I really want to like Kevin Rudd’s new blog. I really do. For Australia’s sake I want to be able to say that government is finally getting Web 2.0. But I don’t. It’s got “fail” written all over it. It just isn’t what people expect from a blog in 2009.

The rules are wrong. The tone is wrong. The dynamic is wrong. And the content, at least for the first post, is wrong.

A blog isn’t just any bunch of words to which the punters attach comments, otherwise Amazon reviews and half of ABC News are blogs.

A blog is where a blogger leads an ongoing conversation with their audience. Often, a post presents a half-formed idea, and the resulting comment stream takes on its own life as that idea is explored.

Ruddblog’s restrictive commenting rules work against the natural flow of online conversation. All comments are moderated, and only approved during business hours with a turnaround up to 24 hours. Comments are only open for five days. That’s not much to and fro.

And as I told Fairfax, not allowing links to other websites is just dumb. Links are the currency of the web. They allow you to reference work that’s already out there. If you can’t do that, and you’re limited to 300 words, then the discussion won’t get much past slogans.

(Mind you, Fairfax doesn’t link to other websites either. Even pointing to the PM’s website at pm.gov.au was done begrudgingly: the address wasn’t a clickable link.)

The first Ruddpost reads like a speech. But I suppose that’s how Rudd speaks. Perhaps it is the blogger’s authentic voice.

The exhortation for “all Senators and Members of Parliament to support this vital legislation for our nation’s future” seems out of place, distancing the 21,847,300-odd Australians who don’t sit on green and red leather seats.

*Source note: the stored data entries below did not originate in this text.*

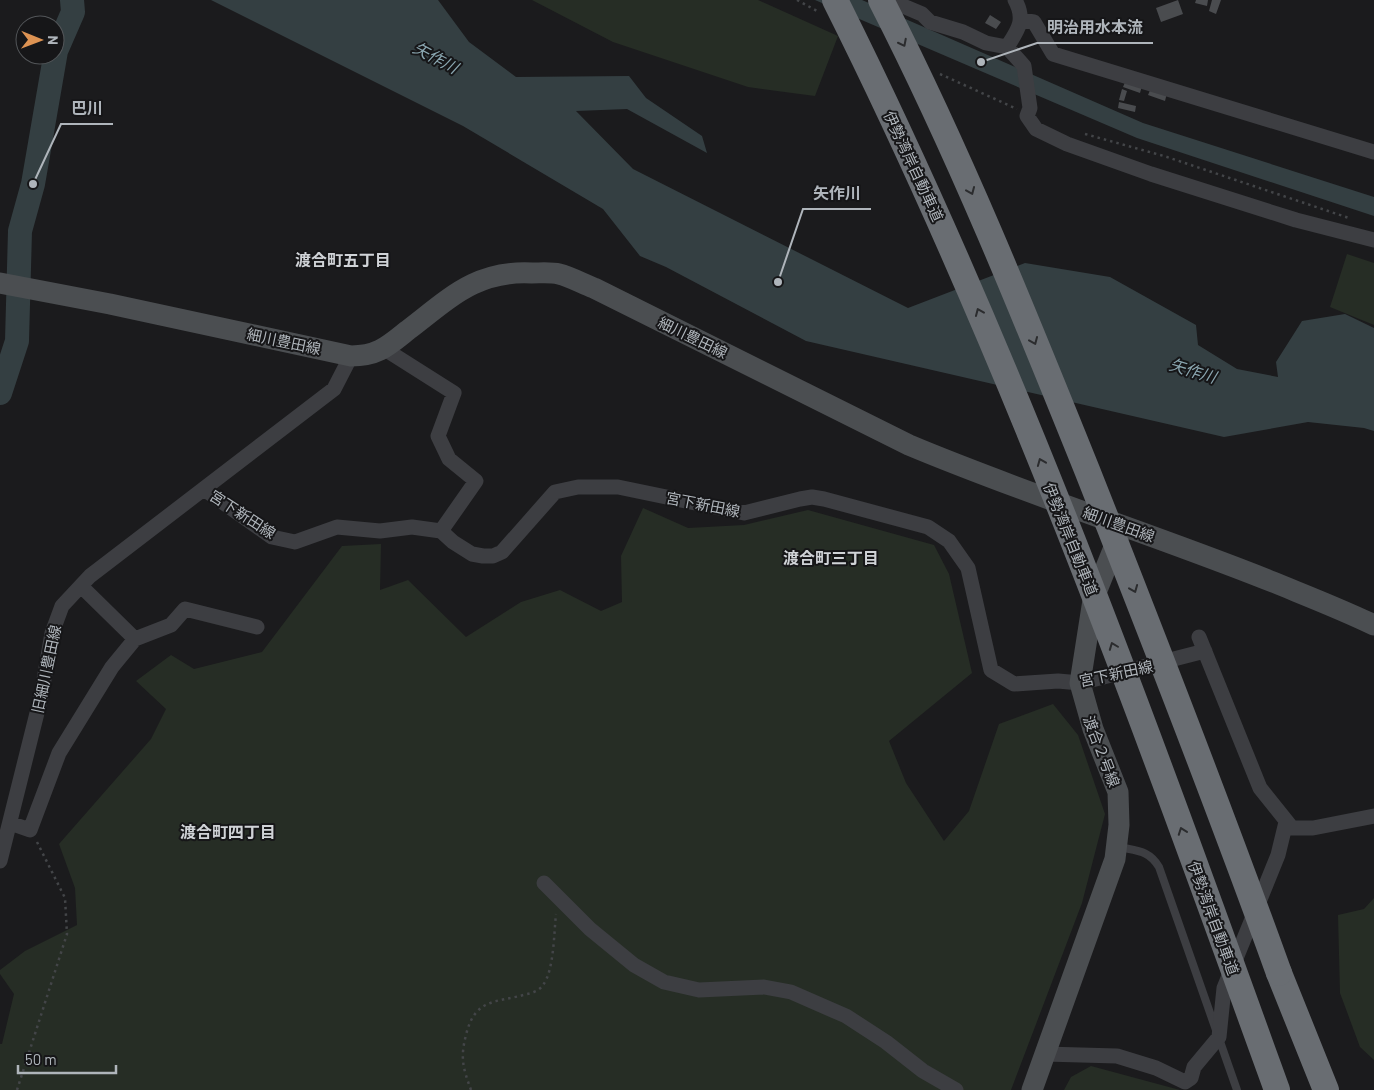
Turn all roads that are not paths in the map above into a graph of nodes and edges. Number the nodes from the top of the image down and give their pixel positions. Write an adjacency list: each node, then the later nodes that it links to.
1 (881, 0): 27 (highway, one-way to 27, bridge)
2 (889, 0): 6 (street)
3 (1015, 0): 5 (street)
4 (829, 7): 25 (highway, 伊勢湾岸自動車道, one-way to 4, bridge)
5 (1021, 20): 6 (street); 7 (street)
6 (1007, 47): 8 (street)
7 (1374, 152)
8 (1374, 240)
9 (0, 283): 11 (main road, 細川豊田線)
10 (383, 348): 11 (main road, 細川豊田線); 13 (main road, 細川豊田線); 14 (street)
11 (351, 356): 12 (street, 旧細川豊田線)
12 (204, 489): 14 (street, 宮下新田線); 15 (street, 旧細川豊田線)
13 (1122, 525): 16 (main road, 細川豊田線); 19 (main road, 渡合２号線)
14 (441, 531): 19 (street, 宮下新田線)
15 (81, 586): 18 (street); 22 (street, 旧細川豊田線)
16 (1374, 625)
17 (258, 627): 18 (street)
18 (135, 639): 22 (street)
19 (1080, 683): 21 (street, 宮下新田線); 23 (main road, 渡合２号線)
20 (1374, 816): 21 (street)
21 (1286, 822): 28 (street)
22 (10, 823): 24 (street, 旧細川豊田線)
23 (1117, 847): 28 (lane); 29 (main road, 渡合２号線)
24 (0, 860)
25 (1201, 880): 33 (highway, bridge); 34 (highway, 伊勢湾岸自動車道, bridge)
26 (544, 883): 30 (street)
27 (1278, 973): 35 (highway); 36 (highway)
28 (1219, 1037): 29 (street); 32 (lane)
29 (1045, 1054): 31 (main road, 渡合２号線)
30 (956, 1090)
31 (1032, 1090)
32 (1236, 1090)
33 (1267, 1090)
34 (1277, 1090)
35 (1321, 1090)
36 (1326, 1090)

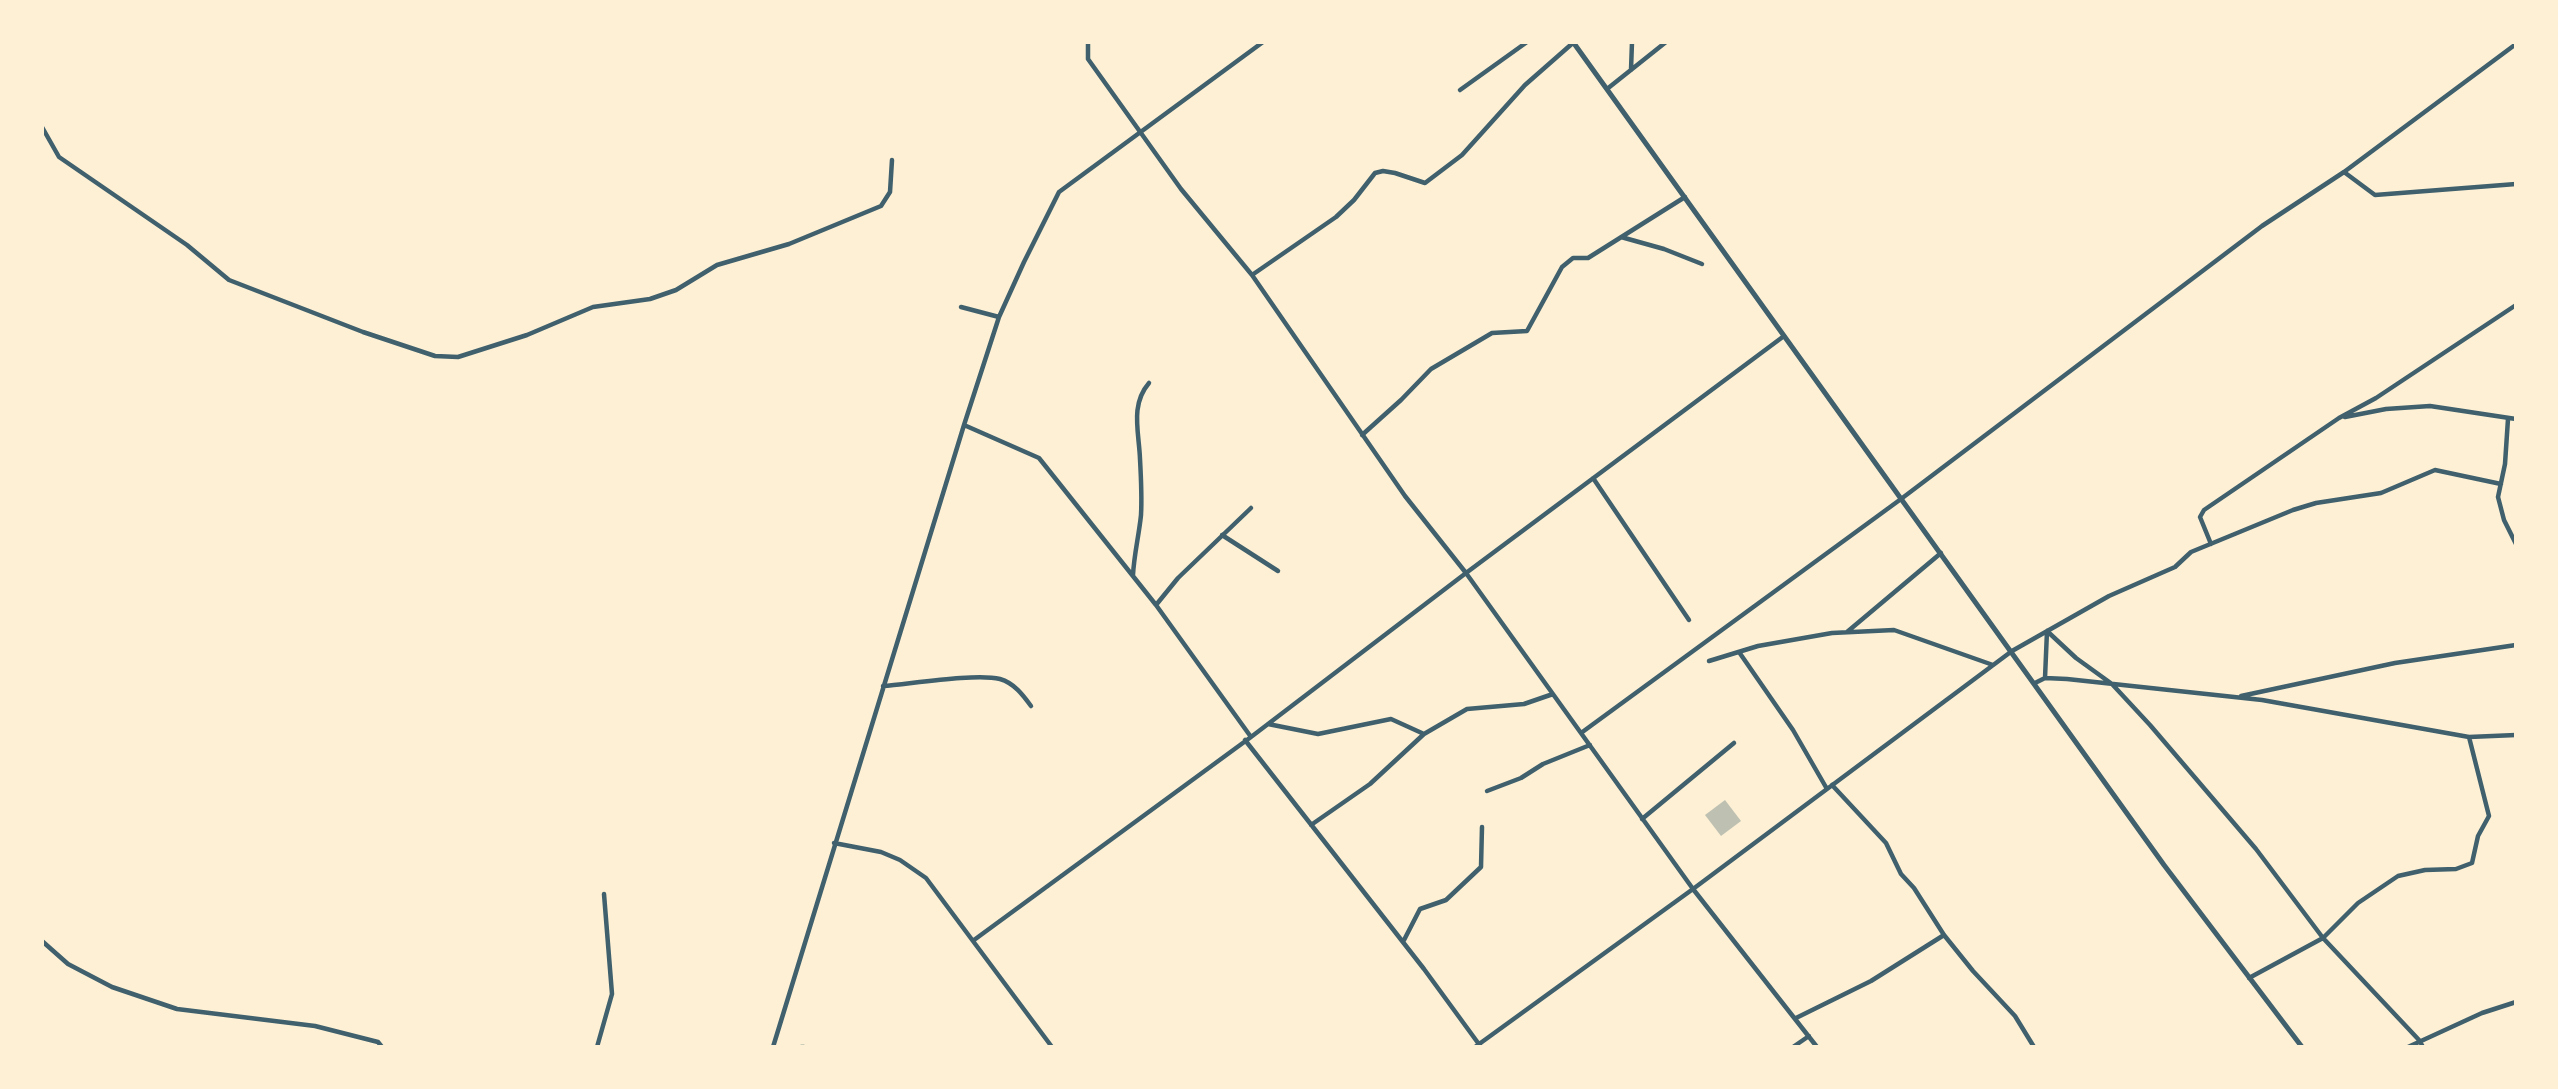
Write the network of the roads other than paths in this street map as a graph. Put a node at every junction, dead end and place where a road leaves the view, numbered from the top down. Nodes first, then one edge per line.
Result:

The final question seems an afterthought: “How do you think we can make Australians more aware that we need to act on climate change now?” Aren’t we past the awareness-raising phase and well into the doing-something phase?

But look, it’s a start.

A conservative control-freak organisation like the Prime Minister’s Office needs to loosen its sphincters slowly. Especially with a conservative control-freak Prime Minister.

It’s perhaps unfair to over-analyse the PM’s first blog post. I’ll bet, though, that his minions are analysing every reaction just as intently. @KevinRuddPM’s entry into the Twitterverse was awkward, but he’s slowly opened up to the point where he can tweet “Can’t believe Mozart didn’t get a guernsey in triple js hottest 100 of all time. KRudd” without the world interpreting it as some sort of prime ministerial directive.

A core question though, as Sean the Blogonaut puts it, is “Why is he really doing this?”

“Is he giving us an insight or is it just spin in different format? … I still have the feeling with this PM blog that we are to somehow feel grateful for being allowed to read the thoughts of the PM. Will he interact with commenters? It seems decidedly one way at the moment,” Sean writes.

“Besides he should be running the frigging country not procrastinating on the internet while at work.”

Just what can a prime ministerial blog offer in the way of political discussion that we, the citizens, can’t already find elsewhere on a hundred political blogs? That, Mr Rudd, is the question to ponder.